Le roman que j’écris se déroule en partie près de Londres, dans un village imaginaire. Je m’inspire cependant de villages qui existent vraiment pour les descriptions, et c’était important que je me rende sur place pour « capturer » l’atmosphère. C’est la première raison de mon voyage au Royaume-Uni la semaine dernière.
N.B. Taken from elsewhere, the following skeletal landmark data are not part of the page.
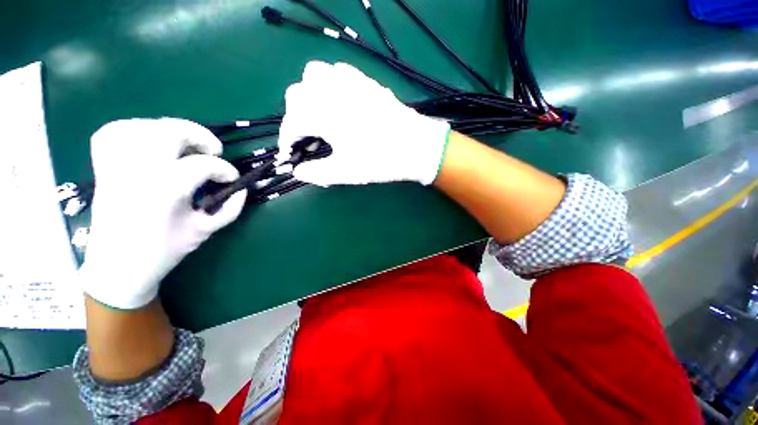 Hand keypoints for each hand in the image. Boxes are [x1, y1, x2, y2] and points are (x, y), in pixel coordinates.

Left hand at [79, 118, 245, 308]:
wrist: (117, 266)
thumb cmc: (163, 251)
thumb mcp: (204, 231)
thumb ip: (230, 209)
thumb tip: (242, 189)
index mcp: (165, 191)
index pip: (203, 165)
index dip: (224, 169)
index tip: (232, 179)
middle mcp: (137, 171)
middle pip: (168, 132)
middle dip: (199, 136)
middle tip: (213, 150)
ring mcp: (116, 166)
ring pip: (141, 126)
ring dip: (169, 129)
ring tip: (184, 144)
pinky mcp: (104, 167)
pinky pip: (114, 132)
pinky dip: (135, 129)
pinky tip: (150, 141)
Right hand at [277, 61, 449, 185]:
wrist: (416, 146)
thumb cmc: (380, 160)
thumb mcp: (345, 172)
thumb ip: (316, 172)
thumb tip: (298, 171)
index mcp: (323, 113)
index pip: (292, 122)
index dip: (287, 139)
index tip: (291, 153)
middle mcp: (331, 90)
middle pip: (297, 94)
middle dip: (296, 116)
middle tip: (308, 138)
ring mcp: (350, 81)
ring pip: (315, 75)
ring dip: (310, 95)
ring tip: (320, 116)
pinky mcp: (366, 81)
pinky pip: (338, 72)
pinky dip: (330, 85)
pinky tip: (339, 103) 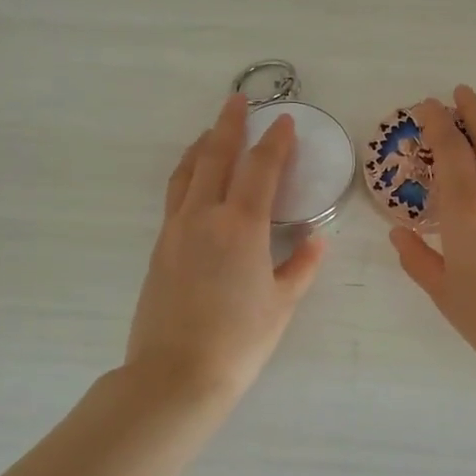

Dans la première partie de mon roman, j’ai voulu décrire une ambiance à la limite du fantastique, où la petite maison au cœur de l’histoire est plongée dans la brume mais se révèle très chaleureuse à l’intérieur. Un refuge pour le personnage principal. Elle se trouve à l’orée d’une forêt inquiétante (le point de vue étant dans la première partie celui d’un adolescent de 13 ans, plutôt peureux et avec beaucoup d’imagination).



Les romans qui m’accrochent le plus sont justement ceux dont l’atmosphère s’impose dès les premières pages, qu’elle soit envoûtante, horrifique ou glaciale. Difficile, pourtant, de retranscrire cela sans me rendre sur place.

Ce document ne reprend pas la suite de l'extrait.